# Dataset extract:
↓
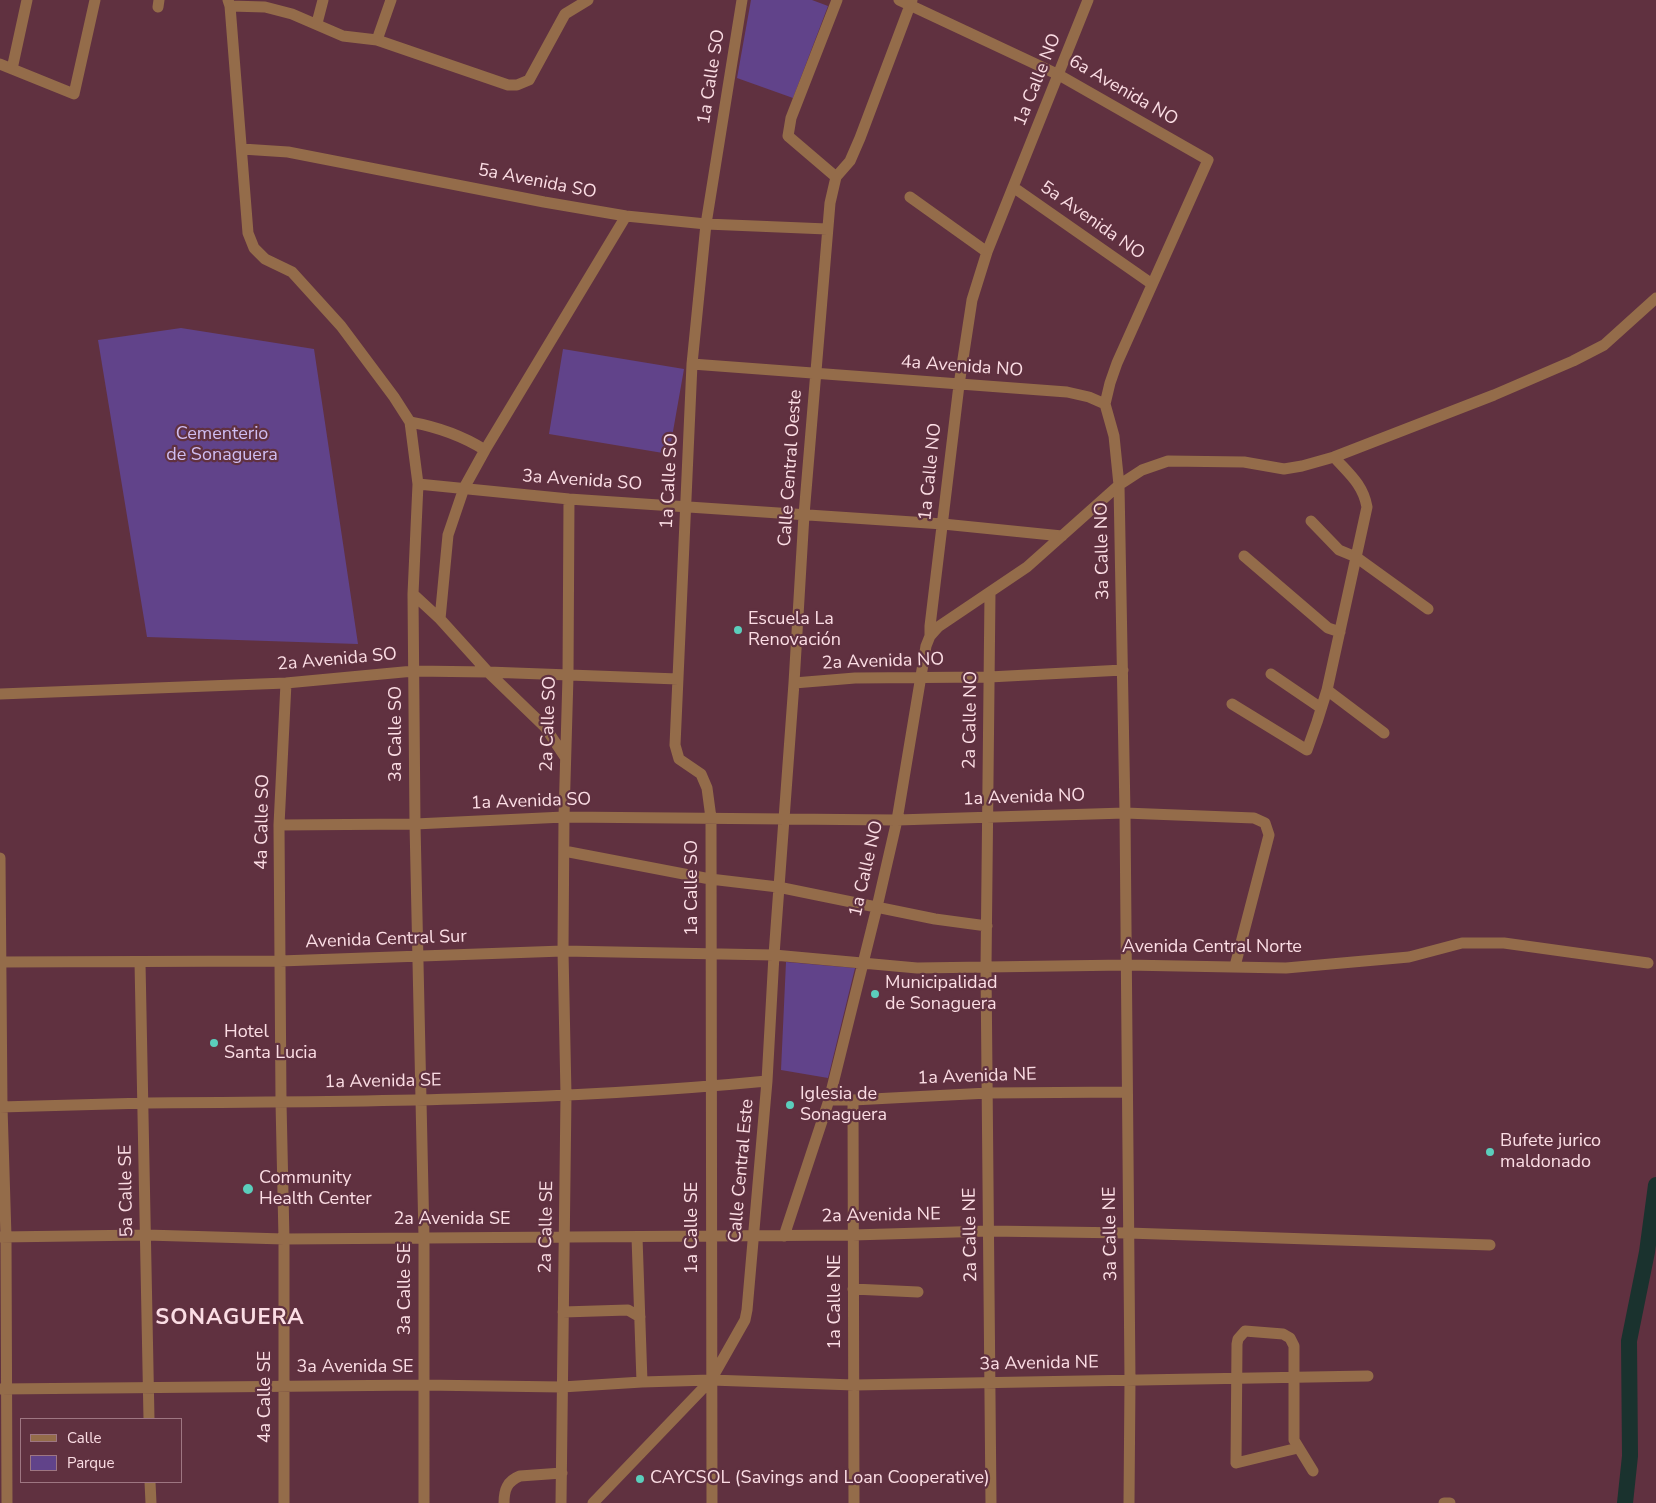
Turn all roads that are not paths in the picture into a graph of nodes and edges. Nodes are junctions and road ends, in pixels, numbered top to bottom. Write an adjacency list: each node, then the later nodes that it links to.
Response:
1 (27, 0): 15 (street)
2 (95, 0): 15 (street)
3 (323, 0): 12 (street)
4 (391, 0): 13 (street)
5 (587, 0): 13 (street)
6 (742, 0): 22 (street, 1a Calle SO)
7 (837, 0): 18 (street)
8 (899, 0): 10 (street, 6a Avenida NO)
9 (1088, 0): 16 (street, 1a Calle NO)
10 (911, 2): 16 (street, 6a Avenida NO); 18 (street, Calle Central Oeste)
11 (229, 3): 12 (street); 17 (street)
12 (316, 23): 13 (street)
13 (377, 40)
14 (0, 64): 15 (street)
15 (12, 69)
16 (1059, 74): 19 (street, 1a Calle NO); 25 (street, 6a Avenida NO)
17 (242, 149): 21 (street, 5a Avenida SO); 31 (street)
18 (836, 177): 23 (street, Calle Central Oeste)
19 (1013, 188): 24 (street, 1a Calle NO); 25 (street, 5a Avenida NO)
20 (910, 197): 24 (street)
21 (626, 216): 22 (street, 5a Avenida SO); 32 (street)
22 (706, 224): 23 (street, 5a Avenida SO); 27 (street, 1a Calle SO)
23 (827, 229): 28 (street, Calle Central Oeste)
24 (987, 252): 29 (street, 1a Calle NO)
25 (1152, 284): 30 (street)
26 (1656, 298): 33 (street)
27 (692, 364): 28 (street, 4a Avenida NO); 38 (street, 1a Calle SO)
28 (815, 374): 29 (street, 4a Avenida NO); 39 (street, Calle Central Oeste)
29 (959, 385): 30 (street, 4a Avenida NO); 41 (street, 1a Calle NO)
30 (1105, 404): 35 (street, 3a Calle NO)
31 (410, 422): 32 (street); 34 (street, 3a Calle SO)
32 (485, 450): 36 (street)
33 (1334, 456): 35 (street); 44 (street)
34 (418, 484): 36 (street, 3a Avenida SO); 46 (street, 3a Calle SO)
35 (1119, 485): 42 (street); 51 (street, 3a Calle NO)
36 (464, 488): 37 (street, 3a Avenida SO); 48 (street)
37 (569, 499): 38 (street, 3a Avenida SO); 55 (street, 2a Calle SO)
38 (686, 506): 39 (street, 3a Avenida SO); 58 (street, 1a Calle SO)
39 (804, 515): 41 (street, 3a Avenida SO); 60 (street, Calle Central Oeste)
40 (1311, 521): 44 (street)
41 (943, 524): 42 (street, 3a Avenida SO); 50 (street, 1a Calle NO)
42 (1062, 536): 45 (street)
43 (1244, 556): 49 (street)
44 (1356, 557): 47 (street); 49 (street)
45 (990, 593): 50 (street); 56 (street, 2a Calle NO)
46 (413, 594): 48 (street); 52 (street, 3a Calle SO)
47 (1428, 609)
48 (440, 619): 53 (street)
49 (1340, 632): 61 (street)
50 (930, 636): 57 (street, 1a Calle NO)
51 (1123, 670): 56 (street, 2a Avenida NO); 67 (street, 3a Calle NO)
52 (414, 671): 53 (street, 2a Avenida SO); 59 (street, 2a Avenida SO); 73 (street, 3a Calle SO)
53 (488, 672): 55 (street, 2a Avenida SO); 66 (street)
54 (1271, 674): 64 (street)
55 (568, 676): 58 (street, 2a Avenida SO); 66 (street, 2a Calle SO)
56 (990, 677): 57 (street, 2a Avenida NO); 69 (street, 2a Calle NO)
57 (920, 678): 60 (street, 2a Avenida NO); 72 (street, 1a Calle NO)
58 (678, 679): 70 (street, 1a Calle SO)
59 (286, 683): 62 (street, 2a Avenida SO); 74 (street, 4a Calle SO)
60 (794, 683): 71 (street, Calle Central Oeste)
61 (1326, 690): 64 (street); 65 (street)
62 (0, 694)
63 (1232, 704): 64 (street)
64 (1322, 708)
65 (1384, 733)
66 (565, 756): 68 (street, 2a Calle SO)
67 (1125, 813): 69 (street, 1a Avenida NO); 90 (street, 3a Calle NO); 91 (street, 1a Avenida NO)
68 (564, 817): 70 (street, 1a Avenida SO); 73 (street, 1a Avenida SO); 75 (street, 2a Calle SO)
69 (988, 817): 72 (street, 1a Avenida NO); 80 (street, 2a Calle NO)
70 (711, 818): 71 (street, 1a Avenida SO); 77 (street, 1a Calle SO)
71 (783, 820): 72 (street, 1a Avenida NO); 78 (street, Calle Central Oeste)
72 (897, 820): 79 (street, 1a Calle NO)
73 (415, 824): 74 (street, 1a Avenida SO); 84 (street, 3a Calle SO)
74 (279, 825): 85 (street, 4a Calle SO)
75 (564, 851): 77 (street); 81 (street, 2a Calle SO)
76 (0, 858): 86 (street)
77 (710, 879): 78 (street); 82 (street, 1a Calle SO)
78 (778, 887): 79 (street); 83 (street, Calle Central Oeste)
79 (876, 907): 80 (street); 88 (street, 1a Calle NO)
80 (987, 926): 92 (street, 2a Calle NO)
81 (562, 951): 82 (street, Avenida Central Sur); 84 (street, Avenida Central Sur); 97 (street, 2a Calle SE)
82 (710, 953): 83 (street, Avenida Central Sur); 94 (street, 1a Calle SE)
83 (774, 955): 88 (street, Avenida Central Norte); 93 (street, Calle Central Este)
84 (418, 956): 85 (street, Avenida Central Sur); 98 (street, 3a Calle SE)
85 (280, 961): 87 (street, Avenida Central Sur); 101 (street, 4a Calle SE)
86 (1, 962): 87 (street, Avenida Central Sur); 103 (street)
87 (140, 962): 102 (street, 5a Calle SE)
88 (862, 963): 92 (street, Avenida Central Norte); 99 (street)
89 (1648, 963): 91 (street, Avenida Central Norte)
90 (1126, 965): 91 (street, Avenida Central Norte); 92 (street, Avenida Central Norte); 95 (street, 3a Calle NE)
91 (1234, 966)
92 (986, 968): 96 (street, 2a Calle NE)
93 (767, 1081): 94 (street, 1a Avenida SE); 109 (street, Calle Central Este)
94 (710, 1087): 97 (street, 1a Avenida SE); 108 (street, 1a Calle SE)
95 (1126, 1092): 96 (street, 1a Avenida NE); 105 (street, 3a Calle NE)
96 (988, 1093): 100 (street, 1a Avenida NE); 104 (street, 2a Calle NE)
97 (566, 1095): 98 (street, 1a Avenida SE); 112 (street, 2a Calle SE)
98 (420, 1099): 101 (street, 1a Avenida SE); 114 (street, 3a Calle SE)
99 (829, 1100): 100 (street, 1a Avenida NE); 110 (street)
100 (853, 1100): 107 (street, 1a Calle NE)
101 (281, 1102): 102 (street, 1a Avenida SE); 115 (street, 4a Calle SE)
102 (143, 1103): 103 (street, 1a Avenida SE); 106 (street, 5a Calle SE)
103 (1, 1107): 111 (street)
104 (989, 1231): 105 (street, 2a Avenida NE); 107 (street, 2a Avenida NE); 127 (street, 2a Calle NE)
105 (1128, 1233): 116 (street, 2a Avenida NE); 125 (street, 3a Calle NE)
106 (146, 1235): 111 (street, 2a Avenida SE); 115 (street, 2a Avenida SE); 130 (street, 5a Calle SE)
107 (853, 1235): 110 (street, 2a Avenida NE); 117 (street, 1a Calle NE)
108 (711, 1236): 109 (street, 2a Avenida SE); 113 (street, 2a Avenida SE); 124 (street, 1a Calle SE)
109 (754, 1236): 110 (street, 2a Avenida NE); 124 (street, Calle Central Este)
110 (784, 1236)
111 (3, 1237): 133 (street)
112 (564, 1237): 113 (street, 2a Avenida SE); 114 (street, 2a Avenida SE); 119 (street, 2a Calle SE)
113 (637, 1237): 120 (street)
114 (424, 1238): 115 (street, 2a Avenida SE); 128 (street, 3a Calle SE)
115 (284, 1239): 131 (street, 4a Calle SE)
116 (1490, 1244)
117 (853, 1289): 118 (street); 129 (street, 1a Calle NE)
118 (918, 1292)
119 (563, 1312): 120 (street); 132 (street, 2a Calle SE)
120 (640, 1317): 126 (street)
121 (1368, 1376): 122 (street, 3a Avenida NE)
122 (1294, 1377): 123 (street, 3a Avenida NE); 123 (street); 135 (street)
123 (1236, 1378): 125 (street, 3a Avenida NE); 135 (street)
124 (710, 1380): 126 (street, 3a Avenida SE); 129 (street, 3a Avenida NE); 145 (street, Calle Central Este); 146 (street, 1a Calle SE)
125 (1130, 1380): 127 (street, 3a Avenida NE); 149 (street, 3a Calle NE)
126 (642, 1382): 132 (street, 3a Avenida SE)
127 (989, 1383): 129 (street, 3a Avenida NE); 148 (street, 2a Calle NE)
128 (423, 1385): 131 (street, 3a Avenida SE); 132 (street, 3a Avenida SE); 142 (street, 3a Calle SE)
129 (854, 1385): 147 (street, 1a Calle NE)
130 (148, 1386): 131 (street, 3a Avenida SE); 133 (street, 3a Avenida SE); 134 (street, 5a Calle SE)
131 (284, 1386): 141 (street, 4a Calle SE)
132 (562, 1387): 137 (street, 2a Calle SE)
133 (3, 1389): 139 (street)
134 (149, 1418)
135 (1298, 1448): 136 (street)
136 (1313, 1471)
137 (562, 1472): 143 (street); 144 (street, 2a Calle SE)
138 (150, 1483): 140 (street)
139 (7, 1503)
140 (151, 1503)
141 (284, 1503)
142 (424, 1503)
143 (504, 1503)
144 (561, 1503)
145 (593, 1503)
146 (712, 1503)
147 (854, 1503)
148 (991, 1503)
149 (1129, 1503)
150 (1444, 1503): 151 (street)
151 (1450, 1503)

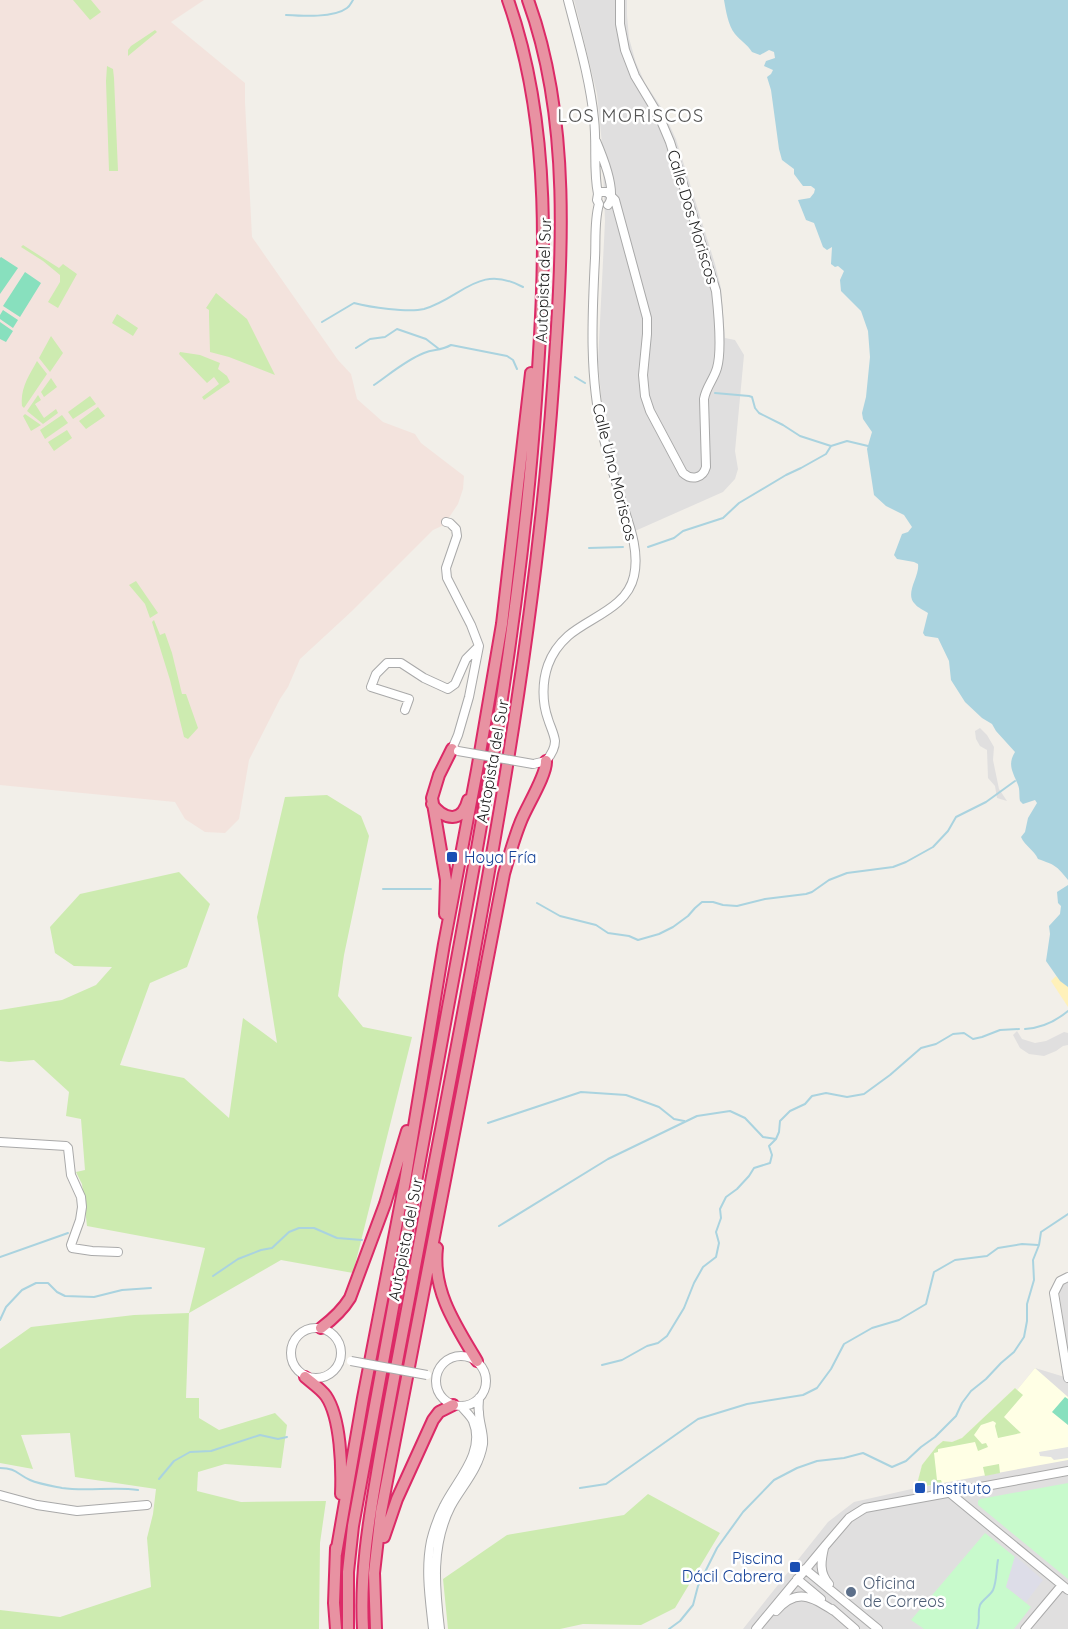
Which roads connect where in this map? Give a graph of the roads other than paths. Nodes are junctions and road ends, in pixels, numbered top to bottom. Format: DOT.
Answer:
graph roads {
  1 [pos="508,0"];
  2 [pos="528,0"];
  3 [pos="568,0"];
  4 [pos="620,0"];
  5 [pos="596,139"];
  6 [pos="598,194"];
  7 [pos="611,196"];
  8 [pos="603,205"];
  9 [pos="618,216"];
  10 [pos="542,278"];
  11 [pos="446,522"];
  12 [pos="479,646"];
  13 [pos="405,710"];
  14 [pos="455,750"];
  15 [pos="546,761"];
  16 [pos="477,770"];
  17 [pos="432,804"];
  18 [pos="444,944"];
  19 [pos="464,1005"];
  20 [pos="420,1091"];
  21 [pos="458,1107"];
  22 [pos="0,1142"];
  23 [pos="445,1182"];
  24 [pos="118,1252"];
  25 [pos="1068,1277"];
  26 [pos="321,1328"];
  27 [pos="341,1359"];
  28 [pos="477,1362"];
  29 [pos="432,1375"];
  30 [pos="305,1377"];
  31 [pos="1068,1378"];
  32 [pos="479,1398"];
  33 [pos="457,1406"];
  34 [pos="1068,1472"];
  35 [pos="951,1494"];
  36 [pos="0,1495"];
  37 [pos="147,1505"];
  38 [pos="825,1546"];
  39 [pos="336,1554"];
  40 [pos="805,1569"];
  41 [pos="797,1579"];
  42 [pos="376,1588"];
  43 [pos="1065,1588"];
  44 [pos="854,1608"];
  45 [pos="834,1611"];
  46 [pos="764,1619"];
  47 [pos="336,1629"];
  48 [pos="348,1629"];
  49 [pos="363,1629"];
  50 [pos="376,1629"];
  51 [pos="433,1629"];
  52 [pos="440,1629"];
  53 [pos="756,1629"];
  54 [pos="855,1629"];
  55 [pos="878,1629"];
  56 [pos="1024,1629"];
  1 -- 10 [label="highway, Autopista del Sur"];
  2 -- 19 [label="highway, Autopista del Sur"];
  3 -- 5 [label="street, Calle Uno Moriscos"];
  4 -- 9 [label="street, Calle Dos Moriscos"];
  5 -- 6 [label="street, Calle Uno Moriscos"];
  5 -- 7 [label="street"];
  6 -- 7 [label="street"];
  6 -- 8 [label="street, Calle Uno Moriscos"];
  7 -- 8 [label="street"];
  7 -- 9 [label="street"];
  8 -- 9 [label="street"];
  8 -- 15 [label="street, Calle Uno Moriscos"];
  10 -- 16 [label="highway"];
  10 -- 48 [label="highway, Autopista del Sur"];
  11 -- 12 [label="street"];
  12 -- 13 [label="street"];
  12 -- 14 [label="street"];
  14 -- 15 [label="street, bridge"];
  14 -- 17 [label="highway"];
  15 -- 21 [label="highway"];
  16 -- 17 [label="highway"];
  16 -- 18 [label="highway"];
  17 -- 18 [label="highway"];
  18 -- 20 [label="highway"];
  19 -- 21 [label="highway"];
  19 -- 49 [label="highway, Autopista del Sur"];
  20 -- 26 [label="highway"];
  20 -- 39 [label="highway"];
  21 -- 23 [label="highway"];
  22 -- 24 [label="street"];
  23 -- 28 [label="highway"];
  23 -- 42 [label="highway"];
  25 -- 31 [label="street"];
  26 -- 27 [label="street"];
  26 -- 30 [label="street"];
  27 -- 29 [label="street, bridge"];
  27 -- 30 [label="street"];
  28 -- 29 [label="street"];
  28 -- 32 [label="street"];
  29 -- 33 [label="street"];
  30 -- 39 [label="highway"];
  32 -- 33 [label="street"];
  32 -- 52 [label="street"];
  33 -- 42 [label="highway"];
  33 -- 51 [label="street"];
  34 -- 35 [label="street"];
  35 -- 38 [label="street"];
  35 -- 43 [label="street"];
  36 -- 37 [label="street"];
  38 -- 40 [label="street"];
  38 -- 44 [label="street"];
  39 -- 47 [label="highway"];
  40 -- 41 [label="street"];
  40 -- 44 [label="street"];
  41 -- 45 [label="street"];
  41 -- 46 [label="street"];
  42 -- 50 [label="highway"];
  43 -- 56 [label="street"];
  44 -- 55 [label="street"];
  45 -- 46 [label="street"];
  45 -- 54 [label="street"];
  46 -- 53 [label="street"];
}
↑
# What you will do:
Which lines of the data above contain the string "Autopista"? Copy each of them.

# Exercise answer:
  1 -- 10 [label="highway, Autopista del Sur"];
  2 -- 19 [label="highway, Autopista del Sur"];
  10 -- 48 [label="highway, Autopista del Sur"];
  19 -- 49 [label="highway, Autopista del Sur"];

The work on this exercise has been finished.